Entries supplied
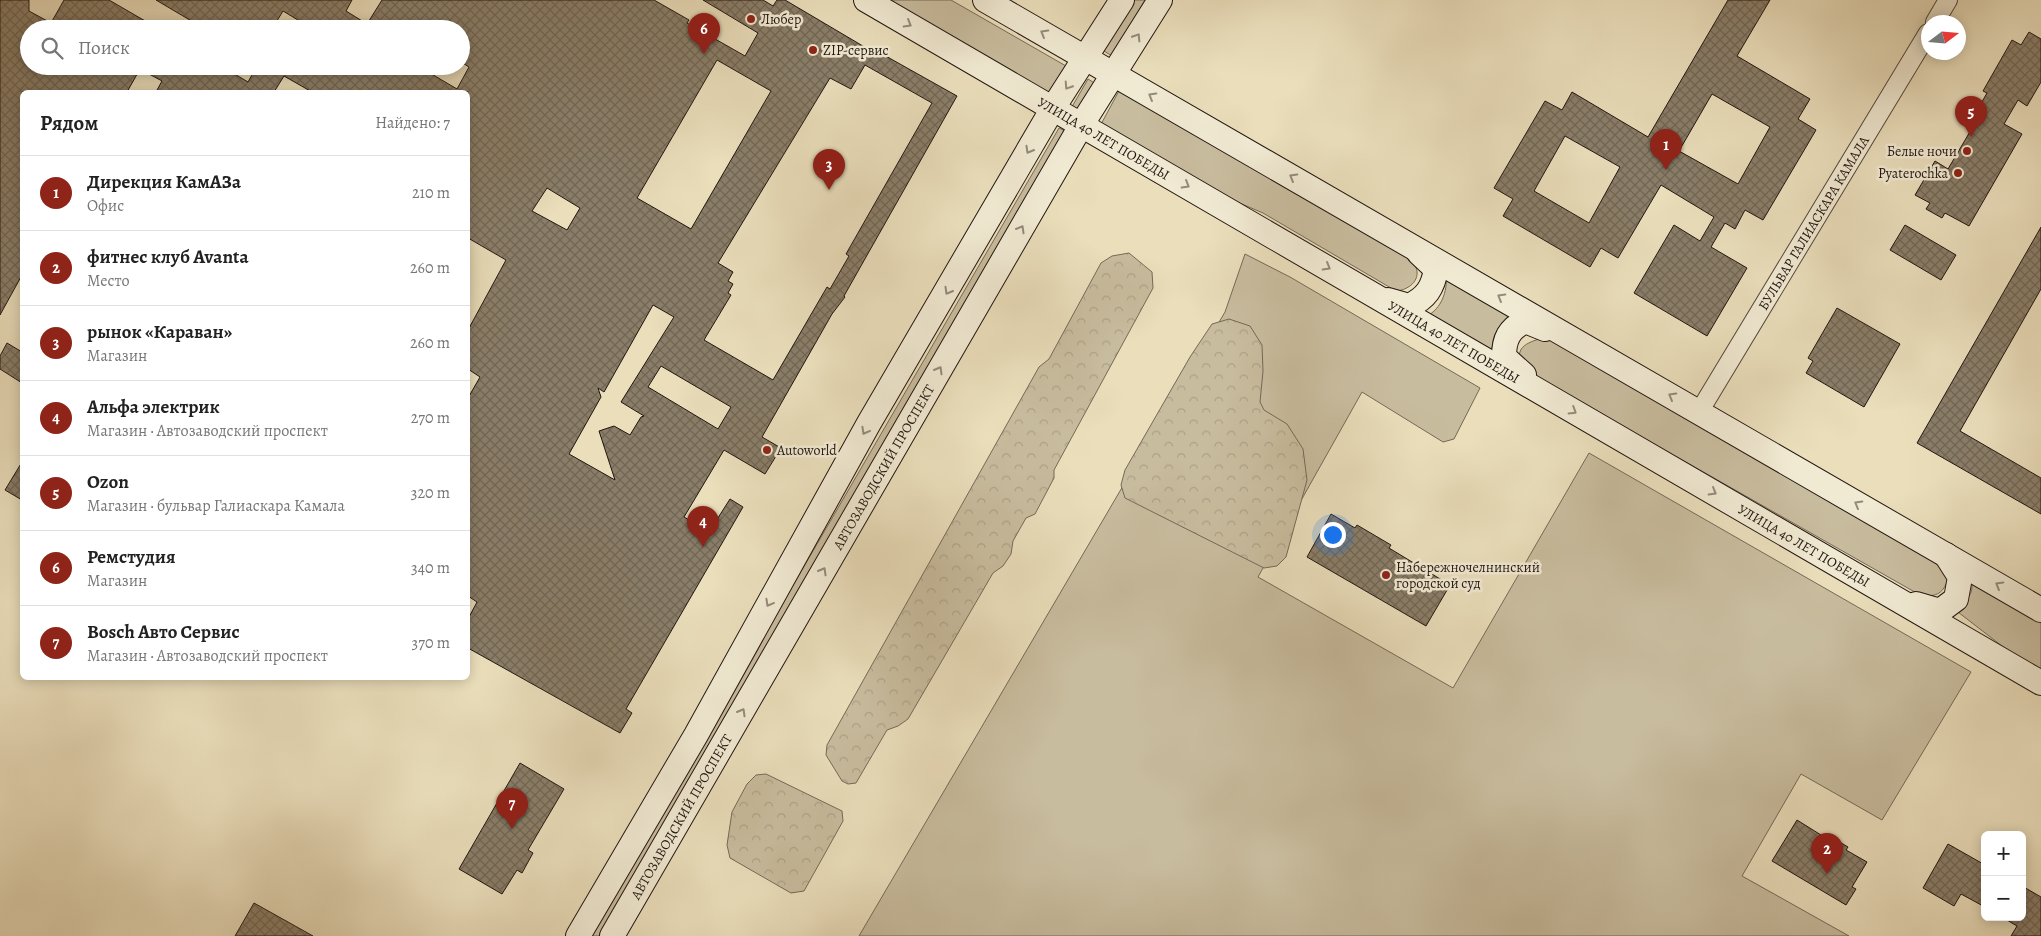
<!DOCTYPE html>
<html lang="ru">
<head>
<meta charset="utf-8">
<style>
	:root { --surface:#fff; --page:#f2f2f2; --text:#222; --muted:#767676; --line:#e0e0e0; --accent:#8f2418 }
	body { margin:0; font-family:Alegreya,serif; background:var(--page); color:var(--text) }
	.controls { position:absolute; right:15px; bottom:15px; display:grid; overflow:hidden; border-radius:8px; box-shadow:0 2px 12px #0003 }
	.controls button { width:45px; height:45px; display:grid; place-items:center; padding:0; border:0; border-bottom:1px solid var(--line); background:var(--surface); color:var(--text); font:25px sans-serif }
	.compass { position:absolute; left:1921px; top:15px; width:45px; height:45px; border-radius:50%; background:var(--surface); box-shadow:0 2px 12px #0003; rotate:74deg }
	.you { position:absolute; left:1332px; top:534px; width:18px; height:18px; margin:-12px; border:4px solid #fff; border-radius:50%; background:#1a73e8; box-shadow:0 0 0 8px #1a73e833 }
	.badge { display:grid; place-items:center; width:32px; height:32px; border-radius:50%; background:var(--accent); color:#fff; font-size:16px; font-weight:700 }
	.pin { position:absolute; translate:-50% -41px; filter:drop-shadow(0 1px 2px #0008) }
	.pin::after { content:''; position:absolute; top:26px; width:18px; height:15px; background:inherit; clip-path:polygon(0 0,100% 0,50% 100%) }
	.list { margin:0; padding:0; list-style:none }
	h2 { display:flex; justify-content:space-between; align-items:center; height:65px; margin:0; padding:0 20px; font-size:21px }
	h2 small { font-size:16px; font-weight:400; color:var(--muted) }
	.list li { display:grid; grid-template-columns:32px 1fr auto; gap:15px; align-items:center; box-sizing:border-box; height:75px; padding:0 20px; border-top:1px solid var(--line) }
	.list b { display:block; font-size:19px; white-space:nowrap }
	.list p { margin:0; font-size:16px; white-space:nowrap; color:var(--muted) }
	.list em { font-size:16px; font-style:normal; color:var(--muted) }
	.icon { flex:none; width:28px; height:28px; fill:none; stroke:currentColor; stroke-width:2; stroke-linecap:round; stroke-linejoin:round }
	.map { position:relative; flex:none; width:2041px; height:936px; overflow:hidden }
	.search { position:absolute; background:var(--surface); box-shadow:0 2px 12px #0003; left:20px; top:20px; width:450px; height:55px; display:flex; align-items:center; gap:12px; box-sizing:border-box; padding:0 18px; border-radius:28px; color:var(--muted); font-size:19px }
	.panel { position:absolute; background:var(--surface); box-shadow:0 2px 12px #0003; left:20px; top:90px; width:450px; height:590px; border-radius:8px }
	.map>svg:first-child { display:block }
</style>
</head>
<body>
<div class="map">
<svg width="2041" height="936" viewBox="0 0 2041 936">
	<defs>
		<pattern id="forest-crowns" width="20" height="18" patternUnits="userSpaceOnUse" patternTransform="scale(1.25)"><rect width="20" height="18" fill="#c8bc9e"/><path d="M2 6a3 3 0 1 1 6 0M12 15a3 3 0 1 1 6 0" fill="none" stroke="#aca187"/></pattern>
		<pattern id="building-cross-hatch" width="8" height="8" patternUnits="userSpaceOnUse" patternTransform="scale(1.25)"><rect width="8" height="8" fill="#8a7e69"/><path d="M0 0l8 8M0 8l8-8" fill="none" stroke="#706655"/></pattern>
	</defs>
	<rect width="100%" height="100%" fill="#eadebb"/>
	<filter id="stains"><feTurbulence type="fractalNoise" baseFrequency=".004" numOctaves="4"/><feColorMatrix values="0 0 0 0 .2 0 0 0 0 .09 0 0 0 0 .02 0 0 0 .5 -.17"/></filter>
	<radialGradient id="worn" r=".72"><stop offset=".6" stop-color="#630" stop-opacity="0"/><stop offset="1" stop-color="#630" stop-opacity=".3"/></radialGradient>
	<!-- green -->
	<path fill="#c8bc9e" stroke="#756958" d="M 882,0 L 951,0 L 1066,66 L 1047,98 Z
		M 1134,0 L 1145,0 L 1112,56 L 1104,51 Z
		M 1088,79 L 1096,84 L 1077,116 L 1069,112 Z
		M 1120,89 L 1407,253 C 1410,257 1415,262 1416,267 C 1421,281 1408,290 1396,291 L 1263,213 L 1209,190 L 1099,128 Z
		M 1059,128 L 1067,132 L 1050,163 L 599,936 L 589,936 Z
		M 1245,254 L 1290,277 L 1480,388 L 1454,439 L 1443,442 L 1362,392 L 1258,577 L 1453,688 L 1589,453 L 1971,672 L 1882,820 L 1801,774 L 1742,876 L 1849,936 L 859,936 L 1225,312 Z
		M 1446,275 L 1515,315 C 1498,323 1491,336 1492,355 L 1427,316 C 1441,309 1448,291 1446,275 Z
		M 1548,337 L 1940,562 L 1948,580 C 1942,595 1935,597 1920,595 L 1529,373 C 1526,369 1522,363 1520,358 C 1516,344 1538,339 1548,337 Z
		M 1970,575 L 2041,619 L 2041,673 L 2015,656 L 1954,609 C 1968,599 1976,594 1970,575 Z"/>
	<!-- forest -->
	<path fill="url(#forest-crowns)" stroke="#756958" d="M 1129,253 L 1152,272 L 1153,288 L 1054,470 L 1054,478 L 1035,514 L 1026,518 L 1013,541 L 1011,554 L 1003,566 L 993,573 L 908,719 L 898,726 L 887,730 L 856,783 L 848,784 L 842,781 L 826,755 L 827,745 L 1039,367 L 1049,359 L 1101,263 L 1112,256 Z
		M 1229,319 L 1250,326 L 1262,345 L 1263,371 L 1260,402 L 1264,410 L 1287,424 L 1303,449 L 1307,480 L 1286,557 L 1277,566 L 1264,568 L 1125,498 L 1121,485 L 1125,470 L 1190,357 L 1212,324 Z
		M 766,774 L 842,811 L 843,821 L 804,891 L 791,893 L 730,858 L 727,845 L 732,812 L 747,784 L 756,775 Z"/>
	<!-- building -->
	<path fill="url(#building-cross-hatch)" stroke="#221611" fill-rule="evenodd" d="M 0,0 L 29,0 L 29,11 L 51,23 L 64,0 L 109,0 L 159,29 L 29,29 L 29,66 L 221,66 L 248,82 L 257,66 L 418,66 L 457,89 L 469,67 L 461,62 L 461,29 L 313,29 L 283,11 L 272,29 L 205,29 L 156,0 L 352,0 L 346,11 L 367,24 L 382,0 L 654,0 L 689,20 L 687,23 L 745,56 L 758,33 L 703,0 L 763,0 L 773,6 L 777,0 L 785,0 L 873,52 L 875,50 L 957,96 L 844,296 L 845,297 L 832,314 L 762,437 L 781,448 L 765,474 L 724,450 L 684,517 L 709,532 L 730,499 L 743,507 L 626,709 L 632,713 L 620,733 L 468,648 L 468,619 L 477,602 L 468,596 L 468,398 L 480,377 L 468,369 L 468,330 L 506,260 L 468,238 L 468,92 L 312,92 L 284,76 L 274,92 L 156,92 L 162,81 L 140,69 L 127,92 L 22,92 L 22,275 L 0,315 ZM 717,60 L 771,91 L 691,229 L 637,198 ZM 865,65 L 932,103 L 846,254 L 849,256 L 830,289 L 827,287 L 773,380 L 704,340 L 731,295 L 728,293 L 733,284 L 728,281 L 733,272 L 718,263 L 830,78 L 851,89 ZM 547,188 L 580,208 L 567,230 L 532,211 ZM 653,305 L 674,317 L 621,402 L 644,416 L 641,417 L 630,435 L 614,426 L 599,431 L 615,480 L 569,454 L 601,397 L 598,388 L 604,392 ZM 661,366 L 731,407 L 718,429 L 648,387 Z
		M 1728,0 L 1770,0 L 1737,56 L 1810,99 L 1798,119 L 1816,130 L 1763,220 L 1745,210 L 1735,229 L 1725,223 L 1711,247 L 1747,268 L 1707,336 L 1634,293 L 1674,225 L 1700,241 L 1714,217 L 1661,185 L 1618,258 L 1601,248 L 1590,267 L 1503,216 L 1513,199 L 1494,188 L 1545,101 L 1562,110 L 1572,92 L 1648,137 ZM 1712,94 L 1770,127 L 1738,184 L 1679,151 ZM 1565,136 L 1620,167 L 1589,223 L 1534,191 Z
		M 2029,32 L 2041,39 L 2041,82 L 2027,106 L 2018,100 L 2004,124 L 2022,134 L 1969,226 L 1945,213 L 1942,218 L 1926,209 L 1930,203 L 1915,195 L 1935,161 L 1948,169 L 1971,130 L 1967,128 L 1987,93 L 1983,91 L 2012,40 L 2021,45 Z
		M 1905,225 L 1956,255 L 1941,280 L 1890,250 Z
		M 2041,227 L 2041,289 L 1960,431 L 2041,478 L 2041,514 L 1917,443 Z
		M 1837,308 L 1900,344 L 1864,407 L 1806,373 L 1813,361 L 1808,358 Z
		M 7,343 L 22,352 L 22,383 L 0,369 L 0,356 Z
		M 22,462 L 22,500 L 5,490 Z
		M 1331,514 L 1355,528 L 1357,525 L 1391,545 L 1389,548 L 1450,585 L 1426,626 L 1307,557 Z
		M 520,763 L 564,789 L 528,850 L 533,853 L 522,873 L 517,870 L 502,894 L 459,869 Z
		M 1797,820 L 1829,840 L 1831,837 L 1848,847 L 1846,850 L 1867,862 L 1852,887 L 1856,889 L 1846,905 L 1772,861 Z
		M 1948,844 L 1985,865 L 1985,907 L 1961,894 L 1954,906 L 1923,888 Z
		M 2022,886 L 2041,897 L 2041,936 L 2011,936 L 2017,926 L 2002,917 L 2022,917 Z
		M 254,903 L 313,936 L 235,936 Z"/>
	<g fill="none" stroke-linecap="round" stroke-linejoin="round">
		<!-- street casing -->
		<g stroke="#54483c" stroke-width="20">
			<g id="street">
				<path d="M 1935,22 L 1948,0"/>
				<path id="s1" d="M 1699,412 L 1928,33"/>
			</g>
		</g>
		<!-- secondary casing -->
		<g stroke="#221611" stroke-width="26">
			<g id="secondary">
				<path id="s2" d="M 866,0 L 2041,683"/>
				<path d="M 985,0 L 2041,610"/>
				<path d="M 1388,300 L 1409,306 C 1426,298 1433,288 1436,269 L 1419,253"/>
				<path d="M 1524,375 L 1504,357 C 1504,339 1509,329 1525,321 L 1545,329"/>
				<path d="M 1916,604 L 1940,611 L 1956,599 L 1960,577 L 1946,555"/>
				<path d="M 578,936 L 696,735 L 869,423 L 1053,108 L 1122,0"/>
				<path id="s3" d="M 612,936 L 1082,124 L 1160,0"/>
			</g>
		</g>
		<!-- street -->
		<use href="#street" stroke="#f1ead3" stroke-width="18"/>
		<!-- secondary -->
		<use href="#secondary" stroke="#f1ead3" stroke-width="24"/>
	</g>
	<!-- one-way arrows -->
	<defs><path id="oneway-chevron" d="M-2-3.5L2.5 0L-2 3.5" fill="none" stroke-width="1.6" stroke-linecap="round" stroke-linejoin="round" transform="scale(1.25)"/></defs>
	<g stroke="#948b7c">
		<use href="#oneway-chevron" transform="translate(908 24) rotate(30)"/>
		<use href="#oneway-chevron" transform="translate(1044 33) rotate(-150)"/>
		<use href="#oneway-chevron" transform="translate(1137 37) rotate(-58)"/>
		<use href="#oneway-chevron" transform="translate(1068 86) rotate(123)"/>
		<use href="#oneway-chevron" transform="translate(1152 96) rotate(-150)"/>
		<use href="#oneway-chevron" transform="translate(1029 150) rotate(120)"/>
		<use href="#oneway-chevron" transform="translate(1293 177) rotate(-150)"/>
		<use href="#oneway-chevron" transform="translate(1186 185) rotate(30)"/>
		<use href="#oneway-chevron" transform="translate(1021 229) rotate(-60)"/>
		<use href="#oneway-chevron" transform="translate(1327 267) rotate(30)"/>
		<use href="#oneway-chevron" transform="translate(948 291) rotate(120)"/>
		<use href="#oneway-chevron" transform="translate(1501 297) rotate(-150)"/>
		<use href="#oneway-chevron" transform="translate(939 370) rotate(-60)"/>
		<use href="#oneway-chevron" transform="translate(1672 396) rotate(-150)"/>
		<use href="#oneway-chevron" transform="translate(1573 411) rotate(32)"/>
		<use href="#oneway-chevron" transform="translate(865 431) rotate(119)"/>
		<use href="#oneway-chevron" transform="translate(1713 492) rotate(30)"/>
		<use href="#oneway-chevron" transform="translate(1858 504) rotate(-150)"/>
		<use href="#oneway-chevron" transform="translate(823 571) rotate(-60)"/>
		<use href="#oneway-chevron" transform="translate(1999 585) rotate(-150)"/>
		<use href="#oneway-chevron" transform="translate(769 603) rotate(119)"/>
		<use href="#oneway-chevron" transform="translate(742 712) rotate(-60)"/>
	</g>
	<!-- markers -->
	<g fill="#8f2418" stroke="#f1ead3" stroke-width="2">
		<circle cx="751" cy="19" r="5"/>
		<circle cx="813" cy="50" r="5"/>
		<circle cx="1967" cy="151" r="5"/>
		<circle cx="1958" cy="173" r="5"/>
		<circle cx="767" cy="450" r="5"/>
		<circle cx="1386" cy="575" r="5"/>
	</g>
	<g text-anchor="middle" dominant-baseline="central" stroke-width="5" stroke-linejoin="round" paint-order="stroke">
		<!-- poi labels -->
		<g font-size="14" fill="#221611" stroke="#f1ead3" text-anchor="start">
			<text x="761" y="19">Любер</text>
			<text x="823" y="50">ZIP-сервис</text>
			<text x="1957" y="151" text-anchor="end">Белые ночи</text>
			<text x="1948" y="173" text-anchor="end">Pyaterochka</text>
			<text x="777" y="450">Autoworld</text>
			<text x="1396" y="567">Набережночелнинский<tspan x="1396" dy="16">городской суд</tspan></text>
		</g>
		<!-- street labels -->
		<g font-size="14" fill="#221611" stroke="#f1ead3">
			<text stroke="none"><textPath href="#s2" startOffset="275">УЛИЦА 40 ЛЕТ ПОБЕДЫ</textPath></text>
			<text stroke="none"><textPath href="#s1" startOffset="221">БУЛЬВАР ГАЛИАСКАРА КАМАЛА</textPath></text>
			<text stroke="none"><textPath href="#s2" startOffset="680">УЛИЦА 40 ЛЕТ ПОБЕДЫ</textPath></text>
			<text stroke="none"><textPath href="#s3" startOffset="542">АВТОЗАВОДСКИЙ ПРОСПЕКТ</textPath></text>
			<text stroke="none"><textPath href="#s2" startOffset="1085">УЛИЦА 40 ЛЕТ ПОБЕДЫ</textPath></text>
			<text stroke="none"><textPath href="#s3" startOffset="138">АВТОЗАВОДСКИЙ ПРОСПЕКТ</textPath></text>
		</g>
	</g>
	<rect width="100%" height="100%" filter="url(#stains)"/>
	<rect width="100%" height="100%" fill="url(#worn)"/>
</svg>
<div class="controls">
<button>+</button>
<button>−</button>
</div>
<svg class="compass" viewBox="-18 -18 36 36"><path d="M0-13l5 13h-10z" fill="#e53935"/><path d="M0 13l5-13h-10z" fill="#767676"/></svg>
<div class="you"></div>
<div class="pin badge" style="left:1666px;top:170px">1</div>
<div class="pin badge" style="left:1827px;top:874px">2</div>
<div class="pin badge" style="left:829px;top:190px">3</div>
<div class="pin badge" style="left:703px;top:547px">4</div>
<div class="pin badge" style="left:1971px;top:137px">5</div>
<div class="pin badge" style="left:704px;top:54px">6</div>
<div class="pin badge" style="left:512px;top:829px">7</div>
<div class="search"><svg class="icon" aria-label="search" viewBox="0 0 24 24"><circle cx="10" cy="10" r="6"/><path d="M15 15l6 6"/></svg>Поиск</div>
<section class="panel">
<h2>Рядом<small>Найдено: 7</small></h2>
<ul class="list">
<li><span class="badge">1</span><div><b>Дирекция КамАЗа</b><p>Офис</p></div><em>210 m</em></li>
<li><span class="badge">2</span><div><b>фитнес клуб Avanta</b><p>Место</p></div><em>260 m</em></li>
<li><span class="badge">3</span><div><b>рынок «Караван»</b><p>Магазин</p></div><em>260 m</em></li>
<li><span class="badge">4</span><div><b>Альфа электрик</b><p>Магазин · Автозаводский проспект</p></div><em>270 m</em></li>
<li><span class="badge">5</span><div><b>Ozon</b><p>Магазин · бульвар Галиаскара Камала</p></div><em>320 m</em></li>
<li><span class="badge">6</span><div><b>Ремстудия</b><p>Магазин</p></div><em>340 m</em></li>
<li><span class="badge">7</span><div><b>Bosch Авто Сервис</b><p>Магазин · Автозаводский проспект</p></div><em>370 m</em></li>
</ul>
</section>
</div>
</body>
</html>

What the task requires
Using the records above, gather all lines where the string "body" is present.

Output for this exercise
	body { margin:0; font-family:Alegreya,serif; background:var(--page); color:var(--text) }
<body>
</body>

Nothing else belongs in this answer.